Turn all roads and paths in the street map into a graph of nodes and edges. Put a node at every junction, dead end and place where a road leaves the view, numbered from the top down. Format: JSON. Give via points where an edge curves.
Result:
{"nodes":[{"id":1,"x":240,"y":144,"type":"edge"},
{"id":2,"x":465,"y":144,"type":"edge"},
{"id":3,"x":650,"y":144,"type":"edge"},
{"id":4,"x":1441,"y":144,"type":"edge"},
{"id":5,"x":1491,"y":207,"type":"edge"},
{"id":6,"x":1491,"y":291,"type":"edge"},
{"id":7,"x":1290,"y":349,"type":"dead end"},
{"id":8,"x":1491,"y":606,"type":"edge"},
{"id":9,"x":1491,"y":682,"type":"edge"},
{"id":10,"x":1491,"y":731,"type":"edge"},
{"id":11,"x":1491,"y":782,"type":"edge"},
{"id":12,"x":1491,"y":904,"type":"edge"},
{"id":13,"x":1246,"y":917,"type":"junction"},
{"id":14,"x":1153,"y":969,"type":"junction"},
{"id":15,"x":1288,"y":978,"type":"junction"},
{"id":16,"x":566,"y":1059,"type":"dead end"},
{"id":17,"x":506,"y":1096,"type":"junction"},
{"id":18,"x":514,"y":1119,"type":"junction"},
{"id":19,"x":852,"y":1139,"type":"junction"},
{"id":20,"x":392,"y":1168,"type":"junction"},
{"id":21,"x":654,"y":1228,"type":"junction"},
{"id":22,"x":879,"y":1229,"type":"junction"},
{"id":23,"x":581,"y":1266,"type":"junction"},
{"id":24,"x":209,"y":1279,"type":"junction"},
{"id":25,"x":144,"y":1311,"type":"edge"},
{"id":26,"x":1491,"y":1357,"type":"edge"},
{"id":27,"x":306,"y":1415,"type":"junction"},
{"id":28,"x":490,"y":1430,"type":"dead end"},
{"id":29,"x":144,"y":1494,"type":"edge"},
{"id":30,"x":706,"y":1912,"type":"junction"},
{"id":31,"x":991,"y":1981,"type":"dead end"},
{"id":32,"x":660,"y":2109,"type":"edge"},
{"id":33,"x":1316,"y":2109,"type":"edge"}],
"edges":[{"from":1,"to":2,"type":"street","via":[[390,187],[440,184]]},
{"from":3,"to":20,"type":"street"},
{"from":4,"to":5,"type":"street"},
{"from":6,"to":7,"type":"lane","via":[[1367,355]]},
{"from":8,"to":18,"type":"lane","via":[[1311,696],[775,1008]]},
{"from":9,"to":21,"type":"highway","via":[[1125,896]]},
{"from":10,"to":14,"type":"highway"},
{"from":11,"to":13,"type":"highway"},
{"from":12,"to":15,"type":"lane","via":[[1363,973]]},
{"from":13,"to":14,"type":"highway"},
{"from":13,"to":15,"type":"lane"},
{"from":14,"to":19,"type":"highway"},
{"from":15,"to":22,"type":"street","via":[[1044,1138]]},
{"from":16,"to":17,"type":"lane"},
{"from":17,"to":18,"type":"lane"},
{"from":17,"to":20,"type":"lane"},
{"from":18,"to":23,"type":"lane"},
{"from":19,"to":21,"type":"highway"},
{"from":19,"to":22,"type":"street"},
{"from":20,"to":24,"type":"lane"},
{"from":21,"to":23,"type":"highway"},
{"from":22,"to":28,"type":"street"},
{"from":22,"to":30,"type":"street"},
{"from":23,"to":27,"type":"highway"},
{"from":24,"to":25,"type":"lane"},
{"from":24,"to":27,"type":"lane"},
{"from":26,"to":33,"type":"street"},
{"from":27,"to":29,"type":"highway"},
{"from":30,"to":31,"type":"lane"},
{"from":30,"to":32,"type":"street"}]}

* * * * *

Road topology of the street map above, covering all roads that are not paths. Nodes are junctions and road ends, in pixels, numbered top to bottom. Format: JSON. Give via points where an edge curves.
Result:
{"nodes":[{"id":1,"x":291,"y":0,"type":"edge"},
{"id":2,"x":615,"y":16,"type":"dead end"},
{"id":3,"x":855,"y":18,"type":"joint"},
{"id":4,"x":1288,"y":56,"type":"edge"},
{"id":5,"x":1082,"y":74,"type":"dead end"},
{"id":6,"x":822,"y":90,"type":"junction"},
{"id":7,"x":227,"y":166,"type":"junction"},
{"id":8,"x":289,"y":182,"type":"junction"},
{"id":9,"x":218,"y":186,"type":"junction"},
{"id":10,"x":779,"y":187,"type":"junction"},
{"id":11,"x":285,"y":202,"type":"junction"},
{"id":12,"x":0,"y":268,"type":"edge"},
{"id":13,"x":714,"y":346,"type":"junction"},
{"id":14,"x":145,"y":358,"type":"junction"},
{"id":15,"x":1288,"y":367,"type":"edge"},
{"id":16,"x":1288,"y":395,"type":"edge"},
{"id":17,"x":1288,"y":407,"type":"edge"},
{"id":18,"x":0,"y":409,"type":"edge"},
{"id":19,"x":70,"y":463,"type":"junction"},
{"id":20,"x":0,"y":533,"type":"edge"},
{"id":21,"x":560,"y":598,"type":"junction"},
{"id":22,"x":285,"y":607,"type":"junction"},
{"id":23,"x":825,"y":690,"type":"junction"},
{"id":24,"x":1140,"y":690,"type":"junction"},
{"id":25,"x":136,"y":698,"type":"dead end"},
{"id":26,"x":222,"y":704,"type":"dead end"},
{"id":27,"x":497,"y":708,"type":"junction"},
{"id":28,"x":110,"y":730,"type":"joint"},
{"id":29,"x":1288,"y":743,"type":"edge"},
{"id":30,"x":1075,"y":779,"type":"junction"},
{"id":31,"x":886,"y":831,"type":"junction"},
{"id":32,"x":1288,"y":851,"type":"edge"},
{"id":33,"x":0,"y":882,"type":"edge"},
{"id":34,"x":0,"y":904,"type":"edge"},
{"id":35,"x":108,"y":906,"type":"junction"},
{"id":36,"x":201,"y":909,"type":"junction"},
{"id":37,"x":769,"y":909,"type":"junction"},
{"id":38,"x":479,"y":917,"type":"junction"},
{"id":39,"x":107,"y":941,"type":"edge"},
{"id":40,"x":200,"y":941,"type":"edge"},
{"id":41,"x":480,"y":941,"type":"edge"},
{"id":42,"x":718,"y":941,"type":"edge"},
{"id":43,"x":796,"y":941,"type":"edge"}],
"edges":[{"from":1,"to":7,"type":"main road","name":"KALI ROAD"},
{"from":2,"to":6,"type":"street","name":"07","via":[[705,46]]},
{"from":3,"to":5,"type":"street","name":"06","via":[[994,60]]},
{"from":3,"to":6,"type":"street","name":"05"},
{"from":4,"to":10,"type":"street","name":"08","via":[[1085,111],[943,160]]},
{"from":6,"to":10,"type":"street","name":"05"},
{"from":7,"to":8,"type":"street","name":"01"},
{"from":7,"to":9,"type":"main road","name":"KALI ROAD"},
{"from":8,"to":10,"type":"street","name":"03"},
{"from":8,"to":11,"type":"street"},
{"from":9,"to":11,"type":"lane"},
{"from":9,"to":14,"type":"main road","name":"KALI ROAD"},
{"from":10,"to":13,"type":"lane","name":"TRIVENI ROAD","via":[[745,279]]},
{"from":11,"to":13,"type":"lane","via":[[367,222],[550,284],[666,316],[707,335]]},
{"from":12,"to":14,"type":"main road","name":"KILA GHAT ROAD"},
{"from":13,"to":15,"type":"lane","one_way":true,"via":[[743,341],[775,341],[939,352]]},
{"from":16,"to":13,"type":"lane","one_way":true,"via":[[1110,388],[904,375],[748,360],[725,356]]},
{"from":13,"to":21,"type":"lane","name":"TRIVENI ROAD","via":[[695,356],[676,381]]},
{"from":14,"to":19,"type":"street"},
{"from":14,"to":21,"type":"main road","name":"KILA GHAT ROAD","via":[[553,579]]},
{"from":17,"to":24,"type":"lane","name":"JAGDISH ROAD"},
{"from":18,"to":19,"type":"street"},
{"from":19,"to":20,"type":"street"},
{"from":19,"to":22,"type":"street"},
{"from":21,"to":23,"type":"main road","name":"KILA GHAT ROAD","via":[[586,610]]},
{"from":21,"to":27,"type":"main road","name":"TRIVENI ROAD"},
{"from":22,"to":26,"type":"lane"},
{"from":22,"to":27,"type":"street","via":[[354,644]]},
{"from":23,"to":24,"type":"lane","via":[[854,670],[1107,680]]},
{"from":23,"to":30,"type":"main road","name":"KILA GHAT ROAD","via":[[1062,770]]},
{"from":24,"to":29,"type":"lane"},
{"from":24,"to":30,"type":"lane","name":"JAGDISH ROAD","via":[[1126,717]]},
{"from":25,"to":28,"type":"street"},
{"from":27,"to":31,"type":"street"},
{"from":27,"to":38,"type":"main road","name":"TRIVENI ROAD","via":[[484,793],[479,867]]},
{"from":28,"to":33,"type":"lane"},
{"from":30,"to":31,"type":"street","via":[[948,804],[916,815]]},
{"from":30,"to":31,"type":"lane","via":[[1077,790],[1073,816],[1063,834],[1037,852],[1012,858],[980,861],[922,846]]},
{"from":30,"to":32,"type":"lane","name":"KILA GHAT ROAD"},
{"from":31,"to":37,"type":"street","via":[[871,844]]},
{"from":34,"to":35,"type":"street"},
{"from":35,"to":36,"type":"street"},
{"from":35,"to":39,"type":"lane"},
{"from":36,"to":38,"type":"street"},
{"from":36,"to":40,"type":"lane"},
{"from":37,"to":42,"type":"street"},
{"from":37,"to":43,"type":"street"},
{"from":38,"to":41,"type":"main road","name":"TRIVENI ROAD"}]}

* * * * *

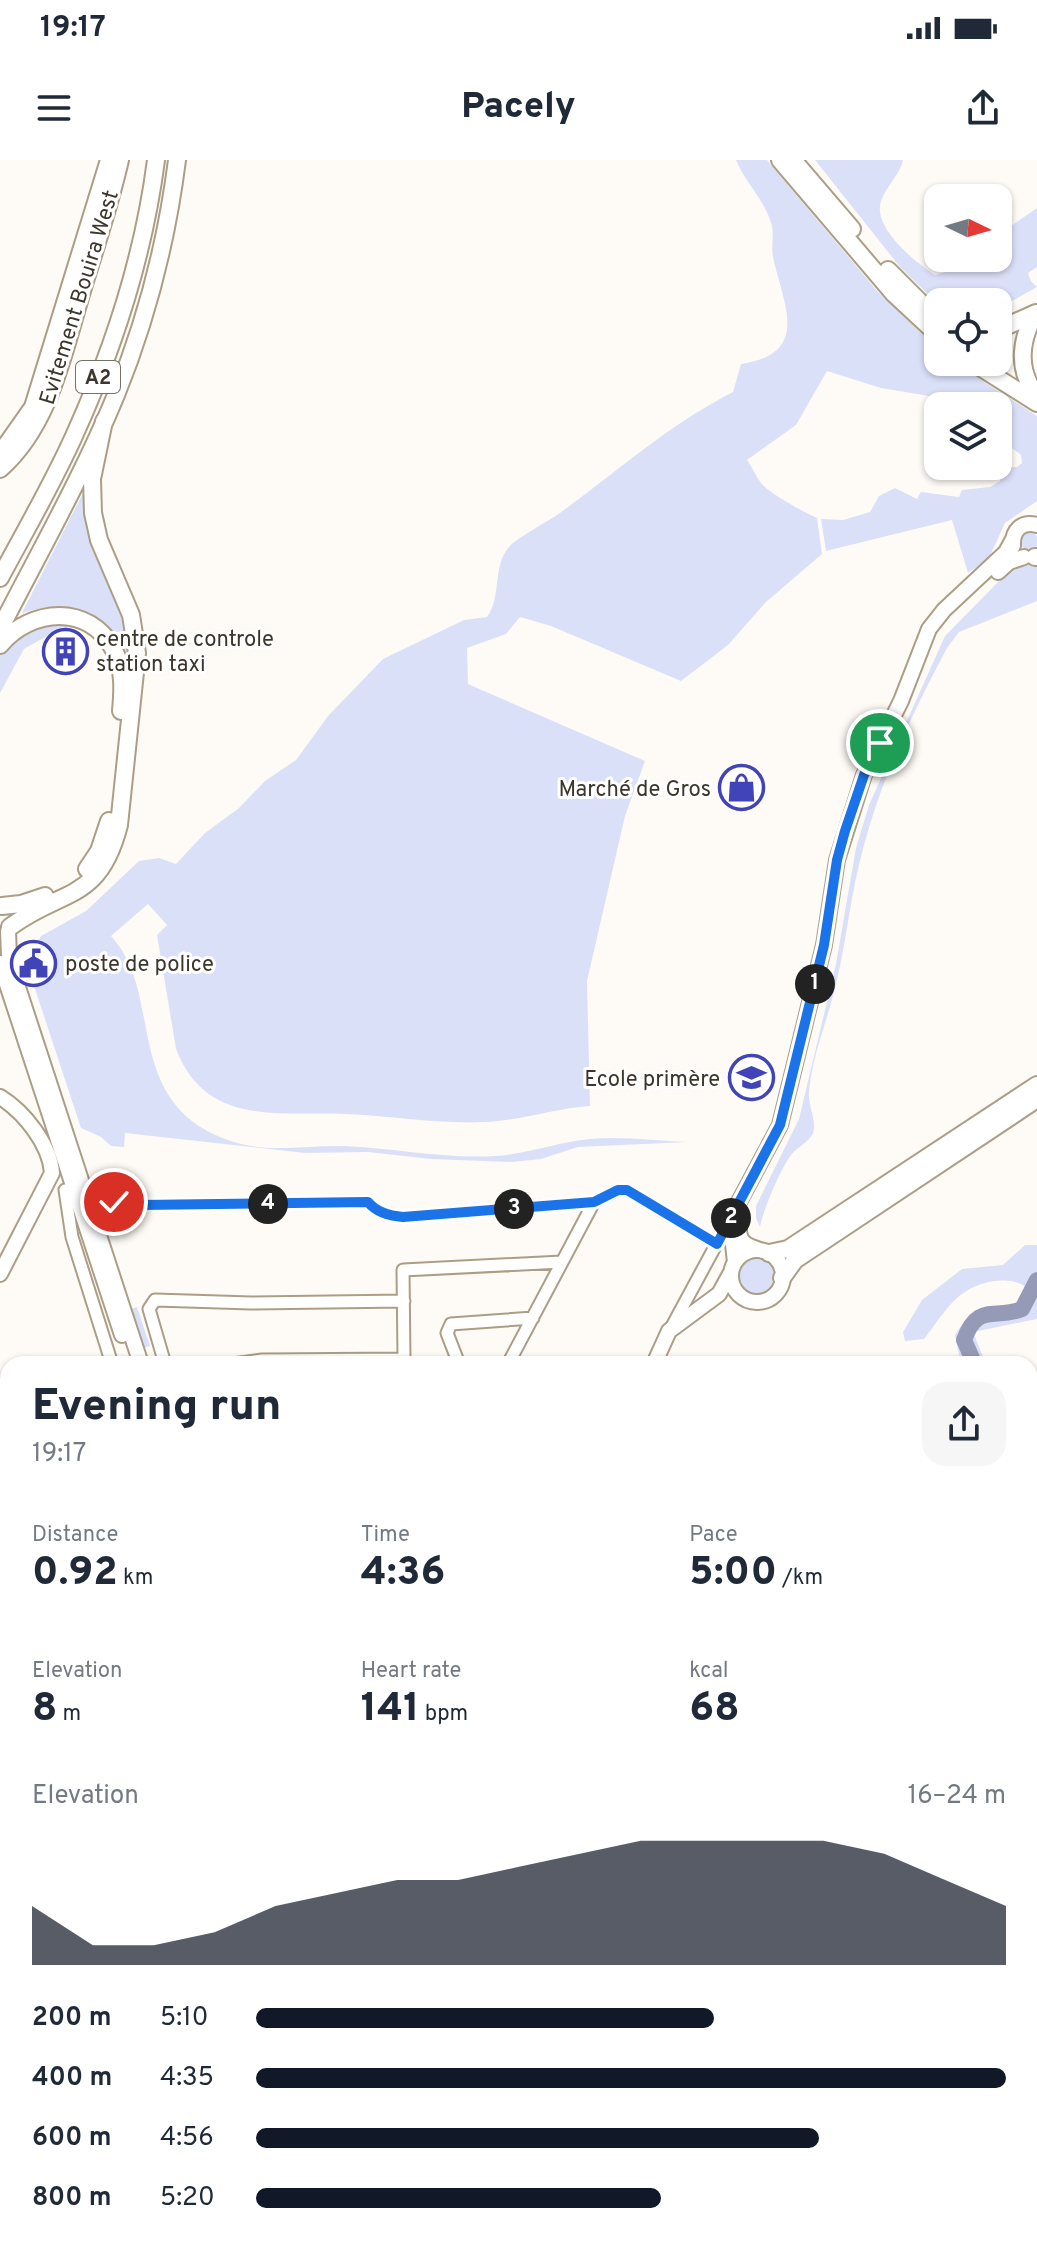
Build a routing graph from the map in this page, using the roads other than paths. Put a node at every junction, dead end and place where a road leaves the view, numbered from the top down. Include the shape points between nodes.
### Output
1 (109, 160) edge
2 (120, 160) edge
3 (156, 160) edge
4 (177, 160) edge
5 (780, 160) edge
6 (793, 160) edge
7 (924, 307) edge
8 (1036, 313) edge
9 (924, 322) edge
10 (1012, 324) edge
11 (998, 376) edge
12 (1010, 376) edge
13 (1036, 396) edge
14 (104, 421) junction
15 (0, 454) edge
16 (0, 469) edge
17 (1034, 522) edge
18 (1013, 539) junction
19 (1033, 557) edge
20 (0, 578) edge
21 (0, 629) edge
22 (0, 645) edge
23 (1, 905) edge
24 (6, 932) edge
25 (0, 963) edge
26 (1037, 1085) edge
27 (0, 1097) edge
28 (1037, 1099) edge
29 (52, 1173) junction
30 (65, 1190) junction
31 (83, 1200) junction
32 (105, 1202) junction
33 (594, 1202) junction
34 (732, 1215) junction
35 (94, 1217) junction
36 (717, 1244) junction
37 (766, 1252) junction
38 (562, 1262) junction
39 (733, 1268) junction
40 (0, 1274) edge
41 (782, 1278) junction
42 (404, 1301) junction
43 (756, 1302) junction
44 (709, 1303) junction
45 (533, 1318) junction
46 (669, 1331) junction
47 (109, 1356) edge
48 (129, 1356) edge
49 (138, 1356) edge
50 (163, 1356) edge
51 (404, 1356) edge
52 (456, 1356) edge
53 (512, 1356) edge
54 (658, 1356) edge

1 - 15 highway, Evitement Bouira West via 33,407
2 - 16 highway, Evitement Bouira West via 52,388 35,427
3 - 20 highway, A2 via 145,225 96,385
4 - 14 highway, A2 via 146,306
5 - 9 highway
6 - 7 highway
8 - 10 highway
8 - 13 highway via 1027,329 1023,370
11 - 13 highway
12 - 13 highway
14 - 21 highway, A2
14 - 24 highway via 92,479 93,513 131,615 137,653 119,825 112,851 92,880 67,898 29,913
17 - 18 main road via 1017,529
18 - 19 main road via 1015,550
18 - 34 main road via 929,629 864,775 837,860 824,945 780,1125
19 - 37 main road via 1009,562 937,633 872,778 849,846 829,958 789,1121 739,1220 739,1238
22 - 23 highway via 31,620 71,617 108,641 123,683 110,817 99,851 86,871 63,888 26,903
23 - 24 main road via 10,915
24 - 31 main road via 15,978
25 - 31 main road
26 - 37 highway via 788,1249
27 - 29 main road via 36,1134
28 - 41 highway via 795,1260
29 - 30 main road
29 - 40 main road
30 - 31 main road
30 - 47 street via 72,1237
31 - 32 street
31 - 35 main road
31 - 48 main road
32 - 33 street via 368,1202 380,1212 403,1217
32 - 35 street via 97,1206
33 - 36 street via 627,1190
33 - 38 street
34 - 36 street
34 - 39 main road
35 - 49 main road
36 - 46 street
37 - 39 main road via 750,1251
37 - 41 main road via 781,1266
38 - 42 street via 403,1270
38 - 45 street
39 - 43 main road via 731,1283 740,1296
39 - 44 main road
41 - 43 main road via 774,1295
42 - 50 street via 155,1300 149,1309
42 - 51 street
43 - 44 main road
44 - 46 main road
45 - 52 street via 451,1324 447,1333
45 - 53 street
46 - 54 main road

* * * * *

Goal of the exercise:
Count each line above with "Evitement"; write only the number.

Solution to the exercise:
2